RSA has to replace millions of tokens at a cost of over US$1 billion after it was revealed in March that the company was the target of a major hack. Information within the tokens was later used to break into US defence contractor Lockheed Martin.
Westpac and ANZ announced this week that at least 50,000 replacement tokens would be issued for bank staff and customers.
SafeNet Asia Pacific vice president, Humphrey Chan, said that RSA should have responded to the attack, which was first reported on 18 March, much earlier.
"RSA has been a leader in the token market and we respect their position but the only option for them right now is to replace the tokens," Chan said. "Even then I believe they should have done that a lot earlier and not waited. There are millions and millions of customers out there who need new tokens."
He conceded that people may question if using SafeNet's tokens would be any safer than RSA. "They may say `You provide the same offering, what's the difference?'. Our position is that tokens are still a safe option to be deployed but we have made changes."

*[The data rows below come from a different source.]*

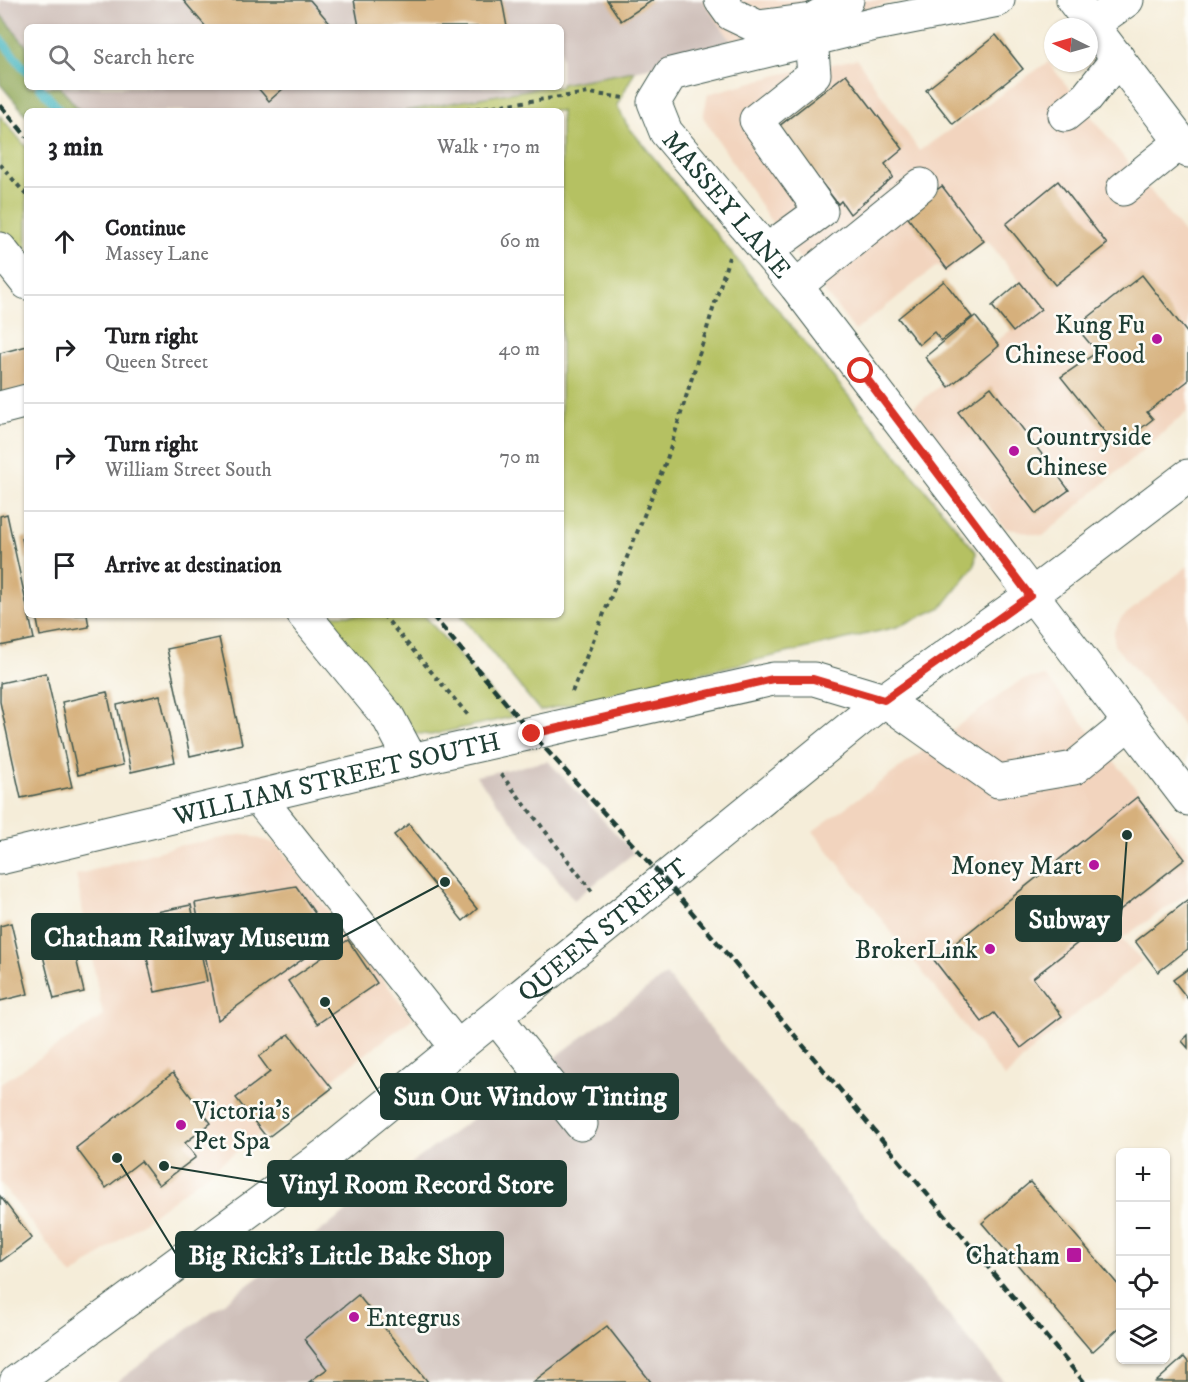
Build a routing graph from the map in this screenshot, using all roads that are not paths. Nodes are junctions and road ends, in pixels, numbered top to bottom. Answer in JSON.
{"nodes":[{"id":1,"x":721,"y":0,"type":"edge"},
{"id":2,"x":847,"y":0,"type":"edge"},
{"id":3,"x":998,"y":0,"type":"edge"},
{"id":4,"x":1127,"y":0,"type":"edge"},
{"id":5,"x":1083,"y":12,"type":"edge"},
{"id":6,"x":811,"y":40,"type":"junction"},
{"id":7,"x":1118,"y":58,"type":"junction"},
{"id":8,"x":1065,"y":115,"type":"dead end"},
{"id":9,"x":1185,"y":147,"type":"edge"},
{"id":10,"x":921,"y":185,"type":"dead end"},
{"id":11,"x":1123,"y":189,"type":"dead end"},
{"id":12,"x":0,"y":249,"type":"edge"},
{"id":13,"x":766,"y":251,"type":"junction"},
{"id":14,"x":24,"y":279,"type":"edge"},
{"id":15,"x":796,"y":286,"type":"junction"},
{"id":16,"x":24,"y":402,"type":"edge"},
{"id":17,"x":0,"y":408,"type":"edge"},
{"id":18,"x":1188,"y":476,"type":"edge"},
{"id":19,"x":1030,"y":596,"type":"junction"},
{"id":20,"x":306,"y":618,"type":"edge"},
{"id":21,"x":884,"y":700,"type":"junction"},
{"id":22,"x":1129,"y":723,"type":"junction"},
{"id":23,"x":411,"y":760,"type":"junction"},
{"id":24,"x":258,"y":797,"type":"junction"},
{"id":25,"x":1188,"y":799,"type":"edge"},
{"id":26,"x":0,"y":858,"type":"edge"},
{"id":27,"x":496,"y":1017,"type":"junction"},
{"id":28,"x":456,"y":1046,"type":"junction"},
{"id":29,"x":581,"y":1124,"type":"dead end"},
{"id":30,"x":16,"y":1382,"type":"edge"}],
"edges":[{"from":1,"to":2,"type":"street"},
{"from":3,"to":6,"type":"street","name":"MASSEY LANE"},
{"from":4,"to":5,"type":"street"},
{"from":5,"to":7,"type":"street"},
{"from":6,"to":13,"type":"street"},
{"from":6,"to":13,"type":"street","name":"MASSEY LANE"},
{"from":7,"to":8,"type":"street"},
{"from":7,"to":9,"type":"street"},
{"from":9,"to":11,"type":"street"},
{"from":10,"to":15,"type":"street"},
{"from":12,"to":14,"type":"street"},
{"from":13,"to":15,"type":"street","name":"MASSEY LANE"},
{"from":15,"to":19,"type":"street","name":"MASSEY LANE"},
{"from":16,"to":17,"type":"street"},
{"from":18,"to":19,"type":"street","name":"QUEEN STREET"},
{"from":19,"to":21,"type":"street","name":"QUEEN STREET"},
{"from":19,"to":22,"type":"street","name":"MASSEY LANE"},
{"from":20,"to":23,"type":"street"},
{"from":21,"to":22,"type":"street","name":"WILLIAM STREET SOUTH"},
{"from":21,"to":23,"type":"street","name":"WILLIAM STREET SOUTH"},
{"from":21,"to":27,"type":"street","name":"QUEEN STREET"},
{"from":22,"to":25,"type":"street","name":"MASSEY LANE"},
{"from":23,"to":24,"type":"street","name":"WILLIAM STREET SOUTH"},
{"from":24,"to":26,"type":"street","name":"WILLIAM STREET SOUTH"},
{"from":24,"to":28,"type":"street"},
{"from":27,"to":28,"type":"street","name":"QUEEN STREET"},
{"from":27,"to":29,"type":"street"},
{"from":28,"to":30,"type":"street","name":"QUEEN STREET"}]}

According to Chan, customers would be given control of the file and data so they can manage the security of the data by themselves. It can also offer backend security to protect the key.
"Authentication is one part of securing data but other things like secure applications and data transfer is even more important," he said.
CA Technologies has also offered affected RSA customers a deal with a three-year enterprise licence for its ArcotID software token. The offer runs until 30 September. According to the vendor, the only cost to the customer is maintenance. Security principal consultant, Trevor Iverach, said that it was seeing some customers from RSA had taken advantage of the offer already.
"Even before that breach occurred, we were seeing a general shift in interest in organisations moving away from hardware-based tokens," Iverach said.
"They calculated the cost and the lack of flexibility in managing those tokens such as lost tokens, dead batteries, people travelling and losing them overseas."
He added that companies needed to change their "security mindset" and start taking a data-centric approach.
"The lessons from all the security breaches that organisations need to take are that they need to evolve their security mind set from a layered security approach where they rely on layers of protection to look after their most important assets which are data and information," Iverach said.
"They still need to invest in layered security but also look at a data-centric approach. They can answer simple questions such as where is their most business critical data, who has access to it, where it does move around the organisation and can I provide controls around that?"
Earlier this week, 2nd Phase founder, Campbell Bradford, whose company distributes a rival, tokenless security product, expressed concern that Australian companies would be waiting a long time for replacement tokens.
"The organisation spent money on a security product to do a job and it is now not doing that job so why spend any more money [redistributing new tokens] on a product that is potentially putting the organisation at risk?" said Bradford.
"There is simply not any evidence of a sound business argument in favour of more operational expense being spent on this product."
RSA Australia's parent company EMC was contacted for comment by Computerworld Australia but declined to respond.